▶ _THE TASK_
Would you set down the data below exactly as shown?

▶ _PROVIDED ENTRIES_

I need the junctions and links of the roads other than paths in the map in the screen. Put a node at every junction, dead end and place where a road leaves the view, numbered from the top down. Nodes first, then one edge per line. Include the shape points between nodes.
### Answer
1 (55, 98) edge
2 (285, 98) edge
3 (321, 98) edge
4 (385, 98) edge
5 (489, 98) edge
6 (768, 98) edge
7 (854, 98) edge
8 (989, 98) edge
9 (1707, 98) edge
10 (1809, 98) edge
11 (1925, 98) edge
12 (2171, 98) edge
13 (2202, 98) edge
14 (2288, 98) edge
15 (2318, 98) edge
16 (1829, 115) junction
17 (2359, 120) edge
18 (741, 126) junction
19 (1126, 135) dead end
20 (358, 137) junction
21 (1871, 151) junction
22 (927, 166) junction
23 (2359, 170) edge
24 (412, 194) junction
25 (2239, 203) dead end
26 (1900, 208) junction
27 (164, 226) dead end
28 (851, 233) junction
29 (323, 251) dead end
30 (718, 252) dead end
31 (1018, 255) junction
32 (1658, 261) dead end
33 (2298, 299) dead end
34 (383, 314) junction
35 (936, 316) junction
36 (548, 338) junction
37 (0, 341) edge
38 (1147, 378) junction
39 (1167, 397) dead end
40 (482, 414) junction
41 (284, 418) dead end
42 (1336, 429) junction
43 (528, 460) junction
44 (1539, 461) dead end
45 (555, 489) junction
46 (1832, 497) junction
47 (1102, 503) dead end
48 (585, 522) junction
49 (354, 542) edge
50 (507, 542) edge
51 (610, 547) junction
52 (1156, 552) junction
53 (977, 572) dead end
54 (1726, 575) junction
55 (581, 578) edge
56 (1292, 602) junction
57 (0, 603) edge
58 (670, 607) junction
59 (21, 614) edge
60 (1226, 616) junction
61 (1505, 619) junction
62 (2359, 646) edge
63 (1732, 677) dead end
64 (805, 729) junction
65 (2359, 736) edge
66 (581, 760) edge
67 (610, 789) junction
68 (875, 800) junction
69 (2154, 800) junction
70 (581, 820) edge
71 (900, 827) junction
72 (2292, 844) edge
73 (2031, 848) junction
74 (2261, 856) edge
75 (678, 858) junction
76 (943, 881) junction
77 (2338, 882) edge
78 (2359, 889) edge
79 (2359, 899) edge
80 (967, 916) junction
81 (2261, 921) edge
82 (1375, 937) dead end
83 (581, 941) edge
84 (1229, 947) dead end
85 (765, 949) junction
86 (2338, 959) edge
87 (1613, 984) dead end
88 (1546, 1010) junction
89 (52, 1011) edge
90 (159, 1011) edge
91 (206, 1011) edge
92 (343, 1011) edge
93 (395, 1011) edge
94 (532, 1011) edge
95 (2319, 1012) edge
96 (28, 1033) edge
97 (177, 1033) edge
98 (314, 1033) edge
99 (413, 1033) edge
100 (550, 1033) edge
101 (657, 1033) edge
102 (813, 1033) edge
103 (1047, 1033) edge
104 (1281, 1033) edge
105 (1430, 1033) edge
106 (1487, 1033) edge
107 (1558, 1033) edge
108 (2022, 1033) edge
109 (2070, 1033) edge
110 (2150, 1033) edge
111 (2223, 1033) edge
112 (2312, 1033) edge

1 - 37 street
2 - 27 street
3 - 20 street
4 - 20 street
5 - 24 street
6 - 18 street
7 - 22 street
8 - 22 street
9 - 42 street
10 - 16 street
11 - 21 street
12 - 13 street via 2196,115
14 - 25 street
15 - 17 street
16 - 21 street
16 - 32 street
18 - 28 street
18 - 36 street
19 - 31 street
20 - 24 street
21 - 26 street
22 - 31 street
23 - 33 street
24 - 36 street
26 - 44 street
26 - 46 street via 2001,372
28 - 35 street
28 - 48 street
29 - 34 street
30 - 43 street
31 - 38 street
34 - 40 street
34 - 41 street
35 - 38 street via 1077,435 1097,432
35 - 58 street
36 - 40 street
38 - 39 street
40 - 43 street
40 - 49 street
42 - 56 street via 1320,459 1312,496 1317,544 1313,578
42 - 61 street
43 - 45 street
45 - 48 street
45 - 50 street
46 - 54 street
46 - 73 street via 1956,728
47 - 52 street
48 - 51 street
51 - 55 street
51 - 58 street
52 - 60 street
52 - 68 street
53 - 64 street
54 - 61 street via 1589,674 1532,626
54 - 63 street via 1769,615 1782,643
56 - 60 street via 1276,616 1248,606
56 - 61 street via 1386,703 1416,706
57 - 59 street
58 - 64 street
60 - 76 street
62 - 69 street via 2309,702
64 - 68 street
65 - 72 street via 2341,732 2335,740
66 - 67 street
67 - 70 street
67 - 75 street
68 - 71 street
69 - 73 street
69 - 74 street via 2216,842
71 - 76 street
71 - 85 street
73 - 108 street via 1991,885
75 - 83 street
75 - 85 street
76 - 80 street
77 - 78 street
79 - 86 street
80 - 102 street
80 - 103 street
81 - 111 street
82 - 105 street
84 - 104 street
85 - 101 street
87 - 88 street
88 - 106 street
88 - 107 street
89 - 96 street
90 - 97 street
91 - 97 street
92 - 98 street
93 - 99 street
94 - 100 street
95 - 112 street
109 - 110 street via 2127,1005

▶ _THE COMPLETED TASK_
I need the junctions and links of the roads other than paths in the map in the screen. Put a node at every junction, dead end and place where a road leaves the view, numbered from the top down. Nodes first, then one edge per line. Include the shape points between nodes.
### Answer
1 (55, 98) edge
2 (285, 98) edge
3 (321, 98) edge
4 (385, 98) edge
5 (489, 98) edge
6 (768, 98) edge
7 (854, 98) edge
8 (989, 98) edge
9 (1707, 98) edge
10 (1809, 98) edge
11 (1925, 98) edge
12 (2171, 98) edge
13 (2202, 98) edge
14 (2288, 98) edge
15 (2318, 98) edge
16 (1829, 115) junction
17 (2359, 120) edge
18 (741, 126) junction
19 (1126, 135) dead end
20 (358, 137) junction
21 (1871, 151) junction
22 (927, 166) junction
23 (2359, 170) edge
24 (412, 194) junction
25 (2239, 203) dead end
26 (1900, 208) junction
27 (164, 226) dead end
28 (851, 233) junction
29 (323, 251) dead end
30 (718, 252) dead end
31 (1018, 255) junction
32 (1658, 261) dead end
33 (2298, 299) dead end
34 (383, 314) junction
35 (936, 316) junction
36 (548, 338) junction
37 (0, 341) edge
38 (1147, 378) junction
39 (1167, 397) dead end
40 (482, 414) junction
41 (284, 418) dead end
42 (1336, 429) junction
43 (528, 460) junction
44 (1539, 461) dead end
45 (555, 489) junction
46 (1832, 497) junction
47 (1102, 503) dead end
48 (585, 522) junction
49 (354, 542) edge
50 (507, 542) edge
51 (610, 547) junction
52 (1156, 552) junction
53 (977, 572) dead end
54 (1726, 575) junction
55 (581, 578) edge
56 (1292, 602) junction
57 (0, 603) edge
58 (670, 607) junction
59 (21, 614) edge
60 (1226, 616) junction
61 (1505, 619) junction
62 (2359, 646) edge
63 (1732, 677) dead end
64 (805, 729) junction
65 (2359, 736) edge
66 (581, 760) edge
67 (610, 789) junction
68 (875, 800) junction
69 (2154, 800) junction
70 (581, 820) edge
71 (900, 827) junction
72 (2292, 844) edge
73 (2031, 848) junction
74 (2261, 856) edge
75 (678, 858) junction
76 (943, 881) junction
77 (2338, 882) edge
78 (2359, 889) edge
79 (2359, 899) edge
80 (967, 916) junction
81 (2261, 921) edge
82 (1375, 937) dead end
83 (581, 941) edge
84 (1229, 947) dead end
85 (765, 949) junction
86 (2338, 959) edge
87 (1613, 984) dead end
88 (1546, 1010) junction
89 (52, 1011) edge
90 (159, 1011) edge
91 (206, 1011) edge
92 (343, 1011) edge
93 (395, 1011) edge
94 (532, 1011) edge
95 (2319, 1012) edge
96 (28, 1033) edge
97 (177, 1033) edge
98 (314, 1033) edge
99 (413, 1033) edge
100 (550, 1033) edge
101 (657, 1033) edge
102 (813, 1033) edge
103 (1047, 1033) edge
104 (1281, 1033) edge
105 (1430, 1033) edge
106 (1487, 1033) edge
107 (1558, 1033) edge
108 (2022, 1033) edge
109 (2070, 1033) edge
110 (2150, 1033) edge
111 (2223, 1033) edge
112 (2312, 1033) edge

1 - 37 street
2 - 27 street
3 - 20 street
4 - 20 street
5 - 24 street
6 - 18 street
7 - 22 street
8 - 22 street
9 - 42 street
10 - 16 street
11 - 21 street
12 - 13 street via 2196,115
14 - 25 street
15 - 17 street
16 - 21 street
16 - 32 street
18 - 28 street
18 - 36 street
19 - 31 street
20 - 24 street
21 - 26 street
22 - 31 street
23 - 33 street
24 - 36 street
26 - 44 street
26 - 46 street via 2001,372
28 - 35 street
28 - 48 street
29 - 34 street
30 - 43 street
31 - 38 street
34 - 40 street
34 - 41 street
35 - 38 street via 1077,435 1097,432
35 - 58 street
36 - 40 street
38 - 39 street
40 - 43 street
40 - 49 street
42 - 56 street via 1320,459 1312,496 1317,544 1313,578
42 - 61 street
43 - 45 street
45 - 48 street
45 - 50 street
46 - 54 street
46 - 73 street via 1956,728
47 - 52 street
48 - 51 street
51 - 55 street
51 - 58 street
52 - 60 street
52 - 68 street
53 - 64 street
54 - 61 street via 1589,674 1532,626
54 - 63 street via 1769,615 1782,643
56 - 60 street via 1276,616 1248,606
56 - 61 street via 1386,703 1416,706
57 - 59 street
58 - 64 street
60 - 76 street
62 - 69 street via 2309,702
64 - 68 street
65 - 72 street via 2341,732 2335,740
66 - 67 street
67 - 70 street
67 - 75 street
68 - 71 street
69 - 73 street
69 - 74 street via 2216,842
71 - 76 street
71 - 85 street
73 - 108 street via 1991,885
75 - 83 street
75 - 85 street
76 - 80 street
77 - 78 street
79 - 86 street
80 - 102 street
80 - 103 street
81 - 111 street
82 - 105 street
84 - 104 street
85 - 101 street
87 - 88 street
88 - 106 street
88 - 107 street
89 - 96 street
90 - 97 street
91 - 97 street
92 - 98 street
93 - 99 street
94 - 100 street
95 - 112 street
109 - 110 street via 2127,1005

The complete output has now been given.